■ Record excerpts ■
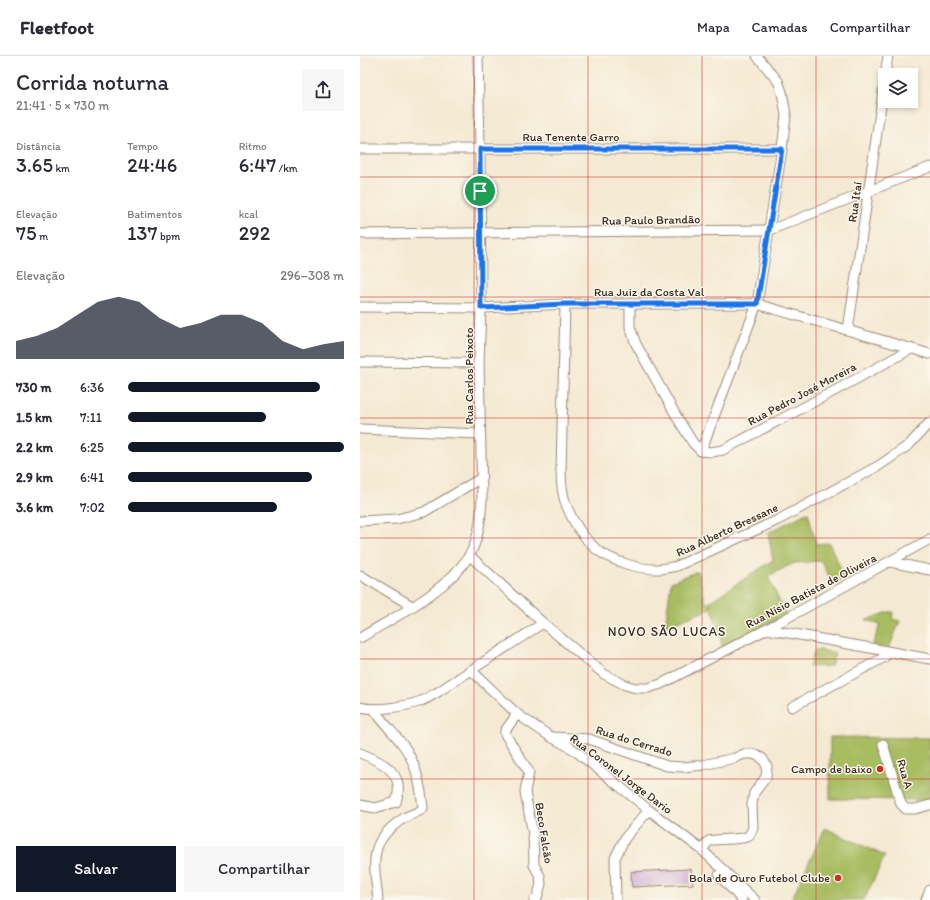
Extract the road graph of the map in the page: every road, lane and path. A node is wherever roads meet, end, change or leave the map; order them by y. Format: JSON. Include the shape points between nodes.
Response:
{"nodes":[{"id":1,"x":478,"y":56,"type":"edge"},
{"id":2,"x":757,"y":56,"type":"edge"},
{"id":3,"x":888,"y":56,"type":"edge"},
{"id":4,"x":887,"y":68,"type":"edge"},
{"id":5,"x":881,"y":108,"type":"edge"},
{"id":6,"x":360,"y":149,"type":"edge"},
{"id":7,"x":480,"y":149,"type":"junction"},
{"id":8,"x":782,"y":149,"type":"junction"},
{"id":9,"x":930,"y":167,"type":"edge"},
{"id":10,"x":868,"y":192,"type":"junction"},
{"id":11,"x":770,"y":230,"type":"junction"},
{"id":12,"x":480,"y":233,"type":"junction"},
{"id":13,"x":360,"y":234,"type":"edge"},
{"id":14,"x":565,"y":304,"type":"junction"},
{"id":15,"x":630,"y":304,"type":"junction"},
{"id":16,"x":757,"y":304,"type":"junction"},
{"id":17,"x":360,"y":307,"type":"edge"},
{"id":18,"x":481,"y":308,"type":"junction"},
{"id":19,"x":848,"y":330,"type":"junction"},
{"id":20,"x":911,"y":349,"type":"junction"},
{"id":21,"x":930,"y":354,"type":"edge"},
{"id":22,"x":360,"y":362,"type":"edge"},
{"id":23,"x":479,"y":364,"type":"junction"},
{"id":24,"x":930,"y":422,"type":"edge"},
{"id":25,"x":360,"y":429,"type":"edge"},
{"id":26,"x":480,"y":434,"type":"junction"},
{"id":27,"x":701,"y":450,"type":"junction"},
{"id":28,"x":481,"y":478,"type":"junction"},
{"id":29,"x":360,"y":521,"type":"edge"},
{"id":30,"x":930,"y":539,"type":"edge"},
{"id":31,"x":469,"y":555,"type":"junction"},
{"id":32,"x":890,"y":562,"type":"junction"},
{"id":33,"x":930,"y":570,"type":"edge"},
{"id":34,"x":360,"y":575,"type":"edge"},
{"id":35,"x":412,"y":606,"type":"junction"},
{"id":36,"x":543,"y":623,"type":"junction"},
{"id":37,"x":767,"y":629,"type":"junction"},
{"id":38,"x":360,"y":638,"type":"edge"},
{"id":39,"x":890,"y":652,"type":"junction"},
{"id":40,"x":930,"y":659,"type":"edge"},
{"id":41,"x":471,"y":670,"type":"junction"},
{"id":42,"x":360,"y":707,"type":"edge"},
{"id":43,"x":792,"y":707,"type":"dead end"},
{"id":44,"x":374,"y":709,"type":"junction"},
{"id":45,"x":517,"y":714,"type":"junction"},
{"id":46,"x":551,"y":738,"type":"junction"},
{"id":47,"x":883,"y":744,"type":"dead end"},
{"id":48,"x":360,"y":753,"type":"edge"},
{"id":49,"x":396,"y":802,"type":"junction"},
{"id":50,"x":360,"y":805,"type":"edge"},
{"id":51,"x":930,"y":805,"type":"edge"},
{"id":52,"x":649,"y":810,"type":"junction"},
{"id":53,"x":408,"y":815,"type":"junction"},
{"id":54,"x":702,"y":850,"type":"junction"},
{"id":55,"x":719,"y":875,"type":"dead end"},
{"id":56,"x":930,"y":890,"type":"edge"},
{"id":57,"x":378,"y":900,"type":"edge"},
{"id":58,"x":534,"y":900,"type":"edge"},
{"id":59,"x":616,"y":900,"type":"edge"},
{"id":60,"x":742,"y":900,"type":"edge"},
{"id":61,"x":755,"y":900,"type":"edge"},
{"id":62,"x":926,"y":900,"type":"edge"}],
"edges":[{"from":1,"to":7,"type":"street","name":"Rua Carlos Peixoto"},
{"from":2,"to":8,"type":"street","via":[[778,81],[782,92],[786,115]]},
{"from":3,"to":4,"type":"street"},
{"from":5,"to":10,"type":"street","name":"Rua Itaí"},
{"from":6,"to":7,"type":"street","name":"Rua Tenente Garro"},
{"from":7,"to":8,"type":"street","name":"Rua Tenente Garro"},
{"from":7,"to":12,"type":"street","name":"Rua Carlos Peixoto"},
{"from":8,"to":11,"type":"street"},
{"from":9,"to":10,"type":"street","name":"Rua Paulo Brandão"},
{"from":10,"to":11,"type":"street","name":"Rua Paulo Brandão"},
{"from":10,"to":19,"type":"street","name":"Rua Itaí"},
{"from":11,"to":12,"type":"street","name":"Rua Paulo Brandão"},
{"from":11,"to":16,"type":"street"},
{"from":12,"to":13,"type":"street","name":"Rua Paulo Brandão"},
{"from":12,"to":18,"type":"street","name":"Rua Carlos Peixoto"},
{"from":14,"to":15,"type":"street","name":"Rua Juiz da Costa Val"},
{"from":14,"to":18,"type":"street","name":"Rua Juiz da Costa Val"},
{"from":14,"to":24,"type":"street","name":"Rua Alberto Bressane","via":[[562,489],[567,506],[584,536],[597,550],[629,564],[661,570],[677,566],[771,524],[880,465],[908,445]]},
{"from":15,"to":16,"type":"street","name":"Rua Juiz da Costa Val"},
{"from":15,"to":27,"type":"street","via":[[630,327],[636,344],[678,420],[693,443]]},
{"from":16,"to":19,"type":"street","name":"Rua Juiz da Costa Val"},
{"from":16,"to":27,"type":"street"},
{"from":17,"to":18,"type":"street","name":"Rua Juiz da Costa Val"},
{"from":18,"to":23,"type":"street","name":"Rua Carlos Peixoto"},
{"from":19,"to":20,"type":"street","name":"Rua Juiz da Costa Val"},
{"from":20,"to":21,"type":"street","name":"Rua Juiz da Costa Val"},
{"from":20,"to":27,"type":"street","name":"Rua Pedro José Moreira","via":[[723,450]]},
{"from":22,"to":23,"type":"street"},
{"from":23,"to":26,"type":"street","name":"Rua Carlos Peixoto"},
{"from":25,"to":26,"type":"street"},
{"from":26,"to":28,"type":"street","name":"Rua Carlos Peixoto"},
{"from":28,"to":29,"type":"street","via":[[424,512],[397,519]]},
{"from":28,"to":31,"type":"street","name":"Rua Carlos Peixoto","via":[[481,518]]},
{"from":30,"to":32,"type":"street","name":"Rua Nísio Batista de Oliveira"},
{"from":31,"to":35,"type":"street","name":"Rua Carlos Peixoto","via":[[444,584]]},
{"from":31,"to":36,"type":"street","name":"Rua Nísio Batista de Oliveira"},
{"from":32,"to":33,"type":"street"},
{"from":32,"to":37,"type":"street","name":"Rua Nísio Batista de Oliveira"},
{"from":34,"to":35,"type":"street"},
{"from":35,"to":38,"type":"street","name":"Rua Carlos Peixoto"},
{"from":36,"to":37,"type":"street","name":"Rua Nísio Batista de Oliveira","via":[[604,674],[636,688],[661,684]]},
{"from":36,"to":41,"type":"street"},
{"from":37,"to":39,"type":"street"},
{"from":39,"to":40,"type":"street"},
{"from":39,"to":43,"type":"street"},
{"from":41,"to":44,"type":"street","via":[[421,701]]},
{"from":41,"to":45,"type":"street","name":"Rua Coronel Jorge Dario"},
{"from":42,"to":44,"type":"street"},
{"from":44,"to":53,"type":"street","via":[[413,762],[423,808]]},
{"from":45,"to":46,"type":"street","name":"Rua Coronel Jorge Dario"},
{"from":45,"to":58,"type":"street","name":"Beco Falcão","via":[[505,734],[530,774],[525,791],[533,834],[534,865],[541,884]]},
{"from":46,"to":52,"type":"street","name":"Rua Coronel Jorge Dario","via":[[573,749]]},
{"from":46,"to":54,"type":"street","name":"Rua do Cerrado","via":[[589,739],[667,766],[703,765],[744,754],[762,758],[766,766],[766,777],[754,793],[753,828],[749,836],[734,840],[709,841]]},
{"from":47,"to":51,"type":"street","name":"Rua A","via":[[901,804],[906,809]]},
{"from":48,"to":49,"type":"street","via":[[382,763],[395,774],[400,792]]},
{"from":49,"to":50,"type":"street","via":[[375,808]]},
{"from":49,"to":53,"type":"street"},
{"from":52,"to":54,"type":"street","name":"Rua Coronel Jorge Dario"},
{"from":52,"to":59,"type":"street","via":[[625,838],[615,858]]},
{"from":53,"to":57,"type":"street","via":[[396,823],[376,847],[374,863]]},
{"from":54,"to":61,"type":"street","name":"Rua Coronel Jorge Dario"},
{"from":55,"to":60,"type":"street"},
{"from":56,"to":62,"type":"street"}]}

■ Task ■
Tally how many lines of the data include the word "Tenente". Write the number and nothing else.

■ Solution below ■
2